### [Your instructions]
Print the entries verbatim, leaving out the images they contain.

### [Input data]
_ _ _ _ _

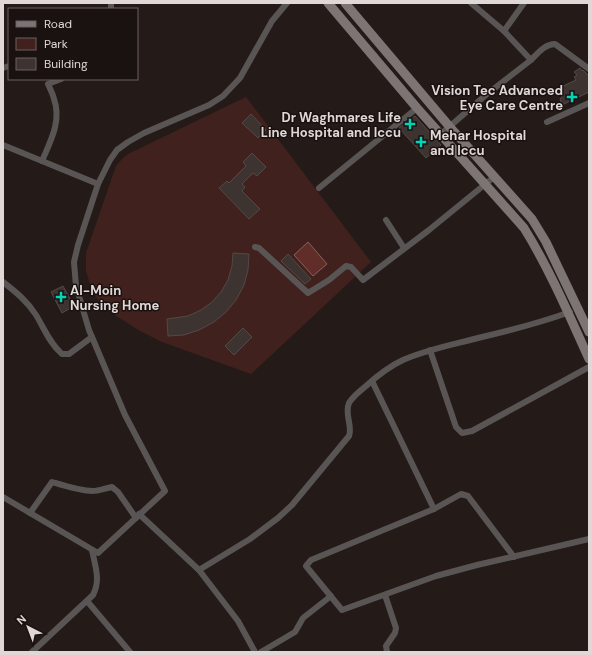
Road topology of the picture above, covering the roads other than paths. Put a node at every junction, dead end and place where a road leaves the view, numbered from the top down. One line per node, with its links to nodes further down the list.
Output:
1 (287, 3): 18 (street)
2 (328, 3): 11 (street)
3 (346, 3): 13 (street)
4 (471, 3): 6 (street)
5 (524, 3): 6 (street)
6 (504, 30): 7 (street)
7 (531, 60): 8 (street); 13 (street)
8 (589, 69)
9 (58, 80): 16 (street)
10 (589, 103): 12 (street)
11 (417, 108): 14 (street); 20 (street)
12 (547, 122)
13 (449, 126): 14 (street); 17 (street)
14 (441, 134): 19 (street)
15 (3, 145): 16 (street)
16 (42, 161): 18 (street)
17 (494, 177): 19 (street); 25 (street)
18 (98, 184): 28 (street)
19 (486, 184): 23 (street); 26 (street)
20 (319, 188)
21 (386, 220): 23 (street)
22 (255, 247): 23 (street)
23 (404, 248)
24 (3, 282): 28 (street)
25 (578, 309): 26 (street); 27 (street)
26 (568, 313): 29 (street); 30 (street)
27 (589, 332)
28 (92, 337): 36 (street)
29 (430, 350): 31 (street); 32 (street)
30 (589, 359)
31 (589, 367)
32 (372, 381): 34 (street); 40 (street)
33 (3, 497): 35 (street)
34 (434, 509): 39 (street); 42 (street)
35 (30, 513): 36 (street); 38 (street)
36 (138, 516): 38 (street); 40 (street)
37 (589, 539): 39 (street)
38 (92, 550): 43 (street)
39 (514, 557): 41 (street)
40 (199, 570): 47 (street)
41 (385, 595): 42 (street); 44 (street)
42 (331, 596): 48 (street)
43 (87, 601): 45 (street); 46 (street)
44 (384, 651)
45 (32, 652)
46 (130, 652)
47 (255, 652)
48 (261, 652)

_ _ _ _ _

### [Solution to this task]
Road topology of the picture above, covering the roads other than paths. Put a node at every junction, dead end and place where a road leaves the view, numbered from the top down. One line per node, with its links to nodes further down the list.
Output:
1 (287, 3): 18 (street)
2 (328, 3): 11 (street)
3 (346, 3): 13 (street)
4 (471, 3): 6 (street)
5 (524, 3): 6 (street)
6 (504, 30): 7 (street)
7 (531, 60): 8 (street); 13 (street)
8 (589, 69)
9 (58, 80): 16 (street)
10 (589, 103): 12 (street)
11 (417, 108): 14 (street); 20 (street)
12 (547, 122)
13 (449, 126): 14 (street); 17 (street)
14 (441, 134): 19 (street)
15 (3, 145): 16 (street)
16 (42, 161): 18 (street)
17 (494, 177): 19 (street); 25 (street)
18 (98, 184): 28 (street)
19 (486, 184): 23 (street); 26 (street)
20 (319, 188)
21 (386, 220): 23 (street)
22 (255, 247): 23 (street)
23 (404, 248)
24 (3, 282): 28 (street)
25 (578, 309): 26 (street); 27 (street)
26 (568, 313): 29 (street); 30 (street)
27 (589, 332)
28 (92, 337): 36 (street)
29 (430, 350): 31 (street); 32 (street)
30 (589, 359)
31 (589, 367)
32 (372, 381): 34 (street); 40 (street)
33 (3, 497): 35 (street)
34 (434, 509): 39 (street); 42 (street)
35 (30, 513): 36 (street); 38 (street)
36 (138, 516): 38 (street); 40 (street)
37 (589, 539): 39 (street)
38 (92, 550): 43 (street)
39 (514, 557): 41 (street)
40 (199, 570): 47 (street)
41 (385, 595): 42 (street); 44 (street)
42 (331, 596): 48 (street)
43 (87, 601): 45 (street); 46 (street)
44 (384, 651)
45 (32, 652)
46 (130, 652)
47 (255, 652)
48 (261, 652)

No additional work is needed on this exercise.